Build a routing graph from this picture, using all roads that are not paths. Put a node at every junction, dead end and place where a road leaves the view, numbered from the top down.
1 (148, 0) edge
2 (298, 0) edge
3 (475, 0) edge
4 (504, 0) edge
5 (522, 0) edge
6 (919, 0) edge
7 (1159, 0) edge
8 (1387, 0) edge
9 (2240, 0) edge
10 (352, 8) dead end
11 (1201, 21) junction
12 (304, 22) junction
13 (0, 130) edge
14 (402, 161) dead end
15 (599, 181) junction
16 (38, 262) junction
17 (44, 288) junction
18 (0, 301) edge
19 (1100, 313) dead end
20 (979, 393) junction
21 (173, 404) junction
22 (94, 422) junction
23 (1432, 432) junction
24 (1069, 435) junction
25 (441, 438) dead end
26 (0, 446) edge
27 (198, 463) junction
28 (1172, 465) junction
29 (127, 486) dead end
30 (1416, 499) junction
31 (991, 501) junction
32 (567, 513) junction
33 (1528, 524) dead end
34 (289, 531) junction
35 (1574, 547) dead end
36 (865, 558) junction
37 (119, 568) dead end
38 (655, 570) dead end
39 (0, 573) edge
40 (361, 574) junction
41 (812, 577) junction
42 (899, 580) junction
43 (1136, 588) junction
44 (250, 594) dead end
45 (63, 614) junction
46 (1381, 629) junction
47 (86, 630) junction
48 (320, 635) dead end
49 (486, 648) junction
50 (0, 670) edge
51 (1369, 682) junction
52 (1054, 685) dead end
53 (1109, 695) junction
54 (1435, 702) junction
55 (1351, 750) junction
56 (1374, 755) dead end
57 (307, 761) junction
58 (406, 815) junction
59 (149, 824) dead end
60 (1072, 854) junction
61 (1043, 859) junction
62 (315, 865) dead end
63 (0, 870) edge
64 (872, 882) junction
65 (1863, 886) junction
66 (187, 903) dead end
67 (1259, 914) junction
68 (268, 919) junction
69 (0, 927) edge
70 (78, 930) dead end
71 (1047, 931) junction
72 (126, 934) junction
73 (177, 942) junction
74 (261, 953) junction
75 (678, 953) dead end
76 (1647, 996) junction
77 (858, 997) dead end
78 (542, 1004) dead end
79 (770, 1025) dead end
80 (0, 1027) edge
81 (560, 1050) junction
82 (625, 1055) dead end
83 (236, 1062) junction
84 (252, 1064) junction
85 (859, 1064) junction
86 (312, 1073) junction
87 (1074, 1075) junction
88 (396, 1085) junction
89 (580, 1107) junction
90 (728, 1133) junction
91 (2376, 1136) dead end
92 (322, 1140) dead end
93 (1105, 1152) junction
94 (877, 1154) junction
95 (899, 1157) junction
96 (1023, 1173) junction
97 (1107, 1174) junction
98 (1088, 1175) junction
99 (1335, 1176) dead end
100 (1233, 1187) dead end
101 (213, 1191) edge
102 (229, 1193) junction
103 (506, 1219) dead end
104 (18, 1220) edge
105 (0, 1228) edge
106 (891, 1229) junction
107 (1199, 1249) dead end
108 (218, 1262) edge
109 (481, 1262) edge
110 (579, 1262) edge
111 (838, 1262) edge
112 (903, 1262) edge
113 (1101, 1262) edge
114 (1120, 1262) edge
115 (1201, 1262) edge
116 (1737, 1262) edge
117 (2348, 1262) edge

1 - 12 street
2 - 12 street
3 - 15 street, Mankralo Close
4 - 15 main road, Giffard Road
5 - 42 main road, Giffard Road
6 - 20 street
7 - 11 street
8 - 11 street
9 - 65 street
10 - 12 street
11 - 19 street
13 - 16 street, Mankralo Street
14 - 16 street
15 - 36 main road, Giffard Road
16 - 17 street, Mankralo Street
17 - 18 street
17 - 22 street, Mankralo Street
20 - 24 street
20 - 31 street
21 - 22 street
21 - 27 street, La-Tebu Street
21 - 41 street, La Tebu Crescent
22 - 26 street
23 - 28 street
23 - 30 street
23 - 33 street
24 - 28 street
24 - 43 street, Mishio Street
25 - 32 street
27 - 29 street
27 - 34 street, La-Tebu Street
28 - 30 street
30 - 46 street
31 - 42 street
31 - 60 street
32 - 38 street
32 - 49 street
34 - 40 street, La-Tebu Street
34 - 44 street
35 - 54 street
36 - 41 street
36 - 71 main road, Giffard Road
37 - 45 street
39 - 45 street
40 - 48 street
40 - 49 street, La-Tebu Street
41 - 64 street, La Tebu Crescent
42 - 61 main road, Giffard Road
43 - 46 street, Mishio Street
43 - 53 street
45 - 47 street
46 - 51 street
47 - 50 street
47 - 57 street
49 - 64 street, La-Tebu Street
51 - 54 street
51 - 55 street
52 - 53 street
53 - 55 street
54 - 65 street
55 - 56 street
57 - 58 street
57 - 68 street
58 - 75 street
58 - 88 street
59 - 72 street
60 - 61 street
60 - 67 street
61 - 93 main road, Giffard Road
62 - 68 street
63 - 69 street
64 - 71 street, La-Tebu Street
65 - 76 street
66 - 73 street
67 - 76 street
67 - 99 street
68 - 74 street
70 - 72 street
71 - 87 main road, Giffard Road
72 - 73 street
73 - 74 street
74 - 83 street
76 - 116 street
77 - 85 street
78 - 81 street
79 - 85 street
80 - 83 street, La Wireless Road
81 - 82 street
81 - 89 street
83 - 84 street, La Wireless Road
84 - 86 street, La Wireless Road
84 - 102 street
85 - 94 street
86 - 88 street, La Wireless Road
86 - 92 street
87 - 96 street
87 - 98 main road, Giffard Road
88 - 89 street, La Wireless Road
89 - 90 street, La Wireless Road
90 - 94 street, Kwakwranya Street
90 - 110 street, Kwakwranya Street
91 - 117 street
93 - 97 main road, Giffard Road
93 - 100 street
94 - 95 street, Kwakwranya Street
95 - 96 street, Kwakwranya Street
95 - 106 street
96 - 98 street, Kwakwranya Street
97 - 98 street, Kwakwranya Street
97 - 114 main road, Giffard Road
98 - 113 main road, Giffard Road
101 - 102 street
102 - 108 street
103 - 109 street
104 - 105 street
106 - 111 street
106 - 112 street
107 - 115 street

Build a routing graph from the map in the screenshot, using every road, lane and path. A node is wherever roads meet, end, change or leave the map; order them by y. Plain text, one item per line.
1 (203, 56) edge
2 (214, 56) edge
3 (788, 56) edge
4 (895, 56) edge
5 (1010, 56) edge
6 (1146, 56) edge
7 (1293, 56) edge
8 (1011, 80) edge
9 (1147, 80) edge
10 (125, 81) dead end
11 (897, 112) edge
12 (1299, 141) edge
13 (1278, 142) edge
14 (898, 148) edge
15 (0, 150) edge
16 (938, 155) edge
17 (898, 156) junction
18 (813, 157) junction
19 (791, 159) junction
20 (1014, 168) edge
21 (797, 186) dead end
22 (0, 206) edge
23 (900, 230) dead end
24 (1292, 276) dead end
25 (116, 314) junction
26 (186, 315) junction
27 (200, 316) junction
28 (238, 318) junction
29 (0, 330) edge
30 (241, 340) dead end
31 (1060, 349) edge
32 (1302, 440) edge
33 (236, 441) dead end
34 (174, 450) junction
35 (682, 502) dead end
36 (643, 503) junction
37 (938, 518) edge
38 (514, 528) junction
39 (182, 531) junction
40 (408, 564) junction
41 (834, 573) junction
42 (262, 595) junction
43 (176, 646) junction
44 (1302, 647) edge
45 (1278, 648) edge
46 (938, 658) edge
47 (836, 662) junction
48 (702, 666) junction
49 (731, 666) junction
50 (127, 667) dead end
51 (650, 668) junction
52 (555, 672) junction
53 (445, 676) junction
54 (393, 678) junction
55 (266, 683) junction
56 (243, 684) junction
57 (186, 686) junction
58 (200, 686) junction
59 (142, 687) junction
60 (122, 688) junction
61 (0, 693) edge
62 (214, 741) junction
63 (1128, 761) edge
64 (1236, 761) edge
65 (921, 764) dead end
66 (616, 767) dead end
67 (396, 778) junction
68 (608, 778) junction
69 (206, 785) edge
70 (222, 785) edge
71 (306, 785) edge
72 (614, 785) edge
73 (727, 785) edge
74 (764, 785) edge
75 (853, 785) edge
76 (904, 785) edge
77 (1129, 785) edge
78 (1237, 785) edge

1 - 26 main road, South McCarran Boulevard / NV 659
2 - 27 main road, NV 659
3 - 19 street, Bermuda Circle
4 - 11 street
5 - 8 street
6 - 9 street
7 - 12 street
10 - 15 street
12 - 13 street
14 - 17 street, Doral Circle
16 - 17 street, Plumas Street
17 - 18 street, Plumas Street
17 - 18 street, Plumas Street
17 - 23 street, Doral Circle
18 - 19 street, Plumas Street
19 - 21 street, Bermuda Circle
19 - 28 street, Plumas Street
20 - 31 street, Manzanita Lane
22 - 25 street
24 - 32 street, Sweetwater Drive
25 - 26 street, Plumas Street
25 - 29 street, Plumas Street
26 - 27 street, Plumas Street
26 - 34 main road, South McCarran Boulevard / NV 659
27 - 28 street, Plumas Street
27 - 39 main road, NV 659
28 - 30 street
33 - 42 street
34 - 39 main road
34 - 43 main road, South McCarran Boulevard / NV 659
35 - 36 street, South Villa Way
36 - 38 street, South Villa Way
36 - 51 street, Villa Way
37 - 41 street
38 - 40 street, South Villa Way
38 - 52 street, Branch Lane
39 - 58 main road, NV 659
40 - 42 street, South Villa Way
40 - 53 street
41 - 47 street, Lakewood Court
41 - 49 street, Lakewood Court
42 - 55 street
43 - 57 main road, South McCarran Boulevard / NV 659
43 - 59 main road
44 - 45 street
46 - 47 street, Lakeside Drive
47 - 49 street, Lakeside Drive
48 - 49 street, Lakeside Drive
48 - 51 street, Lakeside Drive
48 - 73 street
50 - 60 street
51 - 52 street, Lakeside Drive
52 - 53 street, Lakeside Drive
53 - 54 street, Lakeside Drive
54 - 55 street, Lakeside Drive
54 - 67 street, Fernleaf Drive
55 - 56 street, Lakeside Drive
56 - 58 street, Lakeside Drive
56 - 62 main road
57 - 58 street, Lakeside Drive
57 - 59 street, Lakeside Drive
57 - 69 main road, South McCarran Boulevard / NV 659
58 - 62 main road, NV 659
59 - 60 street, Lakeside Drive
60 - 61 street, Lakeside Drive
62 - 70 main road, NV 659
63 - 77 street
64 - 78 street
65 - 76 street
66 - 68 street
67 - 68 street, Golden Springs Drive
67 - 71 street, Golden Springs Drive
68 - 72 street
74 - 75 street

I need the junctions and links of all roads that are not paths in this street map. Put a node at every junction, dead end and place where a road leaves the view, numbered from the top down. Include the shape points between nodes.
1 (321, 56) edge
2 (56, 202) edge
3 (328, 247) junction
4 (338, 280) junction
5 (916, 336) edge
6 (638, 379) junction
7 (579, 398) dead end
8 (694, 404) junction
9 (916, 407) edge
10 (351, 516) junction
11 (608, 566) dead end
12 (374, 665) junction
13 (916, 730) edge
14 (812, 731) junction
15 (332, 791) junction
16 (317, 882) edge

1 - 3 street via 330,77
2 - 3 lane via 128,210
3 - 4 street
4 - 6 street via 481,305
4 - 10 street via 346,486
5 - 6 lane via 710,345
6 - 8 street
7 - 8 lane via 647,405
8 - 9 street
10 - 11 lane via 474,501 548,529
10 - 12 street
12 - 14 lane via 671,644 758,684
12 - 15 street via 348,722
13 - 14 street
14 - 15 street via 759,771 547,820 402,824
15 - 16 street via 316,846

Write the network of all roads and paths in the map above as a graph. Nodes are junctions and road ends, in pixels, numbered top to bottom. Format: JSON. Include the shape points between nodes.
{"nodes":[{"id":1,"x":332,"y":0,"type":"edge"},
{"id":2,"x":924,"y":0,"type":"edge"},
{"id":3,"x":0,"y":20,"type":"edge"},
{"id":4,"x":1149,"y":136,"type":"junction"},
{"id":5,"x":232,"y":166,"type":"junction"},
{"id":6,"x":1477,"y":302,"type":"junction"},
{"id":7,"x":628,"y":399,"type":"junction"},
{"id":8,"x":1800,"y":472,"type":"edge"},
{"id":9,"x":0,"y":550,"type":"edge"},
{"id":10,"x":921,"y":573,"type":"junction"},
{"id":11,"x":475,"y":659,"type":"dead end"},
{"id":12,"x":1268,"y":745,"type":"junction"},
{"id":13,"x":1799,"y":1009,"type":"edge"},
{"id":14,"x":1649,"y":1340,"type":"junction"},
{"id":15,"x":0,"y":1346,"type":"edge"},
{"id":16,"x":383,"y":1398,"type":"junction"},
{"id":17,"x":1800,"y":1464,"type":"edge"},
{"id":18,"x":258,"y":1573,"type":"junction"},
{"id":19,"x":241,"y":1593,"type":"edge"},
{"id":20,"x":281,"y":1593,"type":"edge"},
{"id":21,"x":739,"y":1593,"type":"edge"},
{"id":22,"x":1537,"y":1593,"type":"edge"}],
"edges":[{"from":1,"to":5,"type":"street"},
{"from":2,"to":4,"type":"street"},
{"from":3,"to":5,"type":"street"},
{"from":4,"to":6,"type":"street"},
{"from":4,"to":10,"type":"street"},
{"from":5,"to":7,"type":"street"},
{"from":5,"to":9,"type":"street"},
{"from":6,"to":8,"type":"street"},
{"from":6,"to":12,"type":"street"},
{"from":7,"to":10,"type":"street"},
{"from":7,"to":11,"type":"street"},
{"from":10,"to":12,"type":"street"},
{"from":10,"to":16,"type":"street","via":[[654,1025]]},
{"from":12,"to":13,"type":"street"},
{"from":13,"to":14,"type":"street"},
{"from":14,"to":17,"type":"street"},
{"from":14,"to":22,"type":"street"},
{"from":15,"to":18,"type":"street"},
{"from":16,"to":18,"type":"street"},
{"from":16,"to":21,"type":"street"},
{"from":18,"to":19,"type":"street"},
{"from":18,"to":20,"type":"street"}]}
----------
DESCRIPTION OF THE TASK: Copy, from the lines above, each one that holds "Build".

ANSWER TO THE EXERCISE:
Build a routing graph from this picture, using all roads that are not paths. Put a node at every junction, dead end and place where a road leaves the view, numbered from the top down.
Build a routing graph from the map in the screenshot, using every road, lane and path. A node is wherever roads meet, end, change or leave the map; order them by y. Plain text, one item per line.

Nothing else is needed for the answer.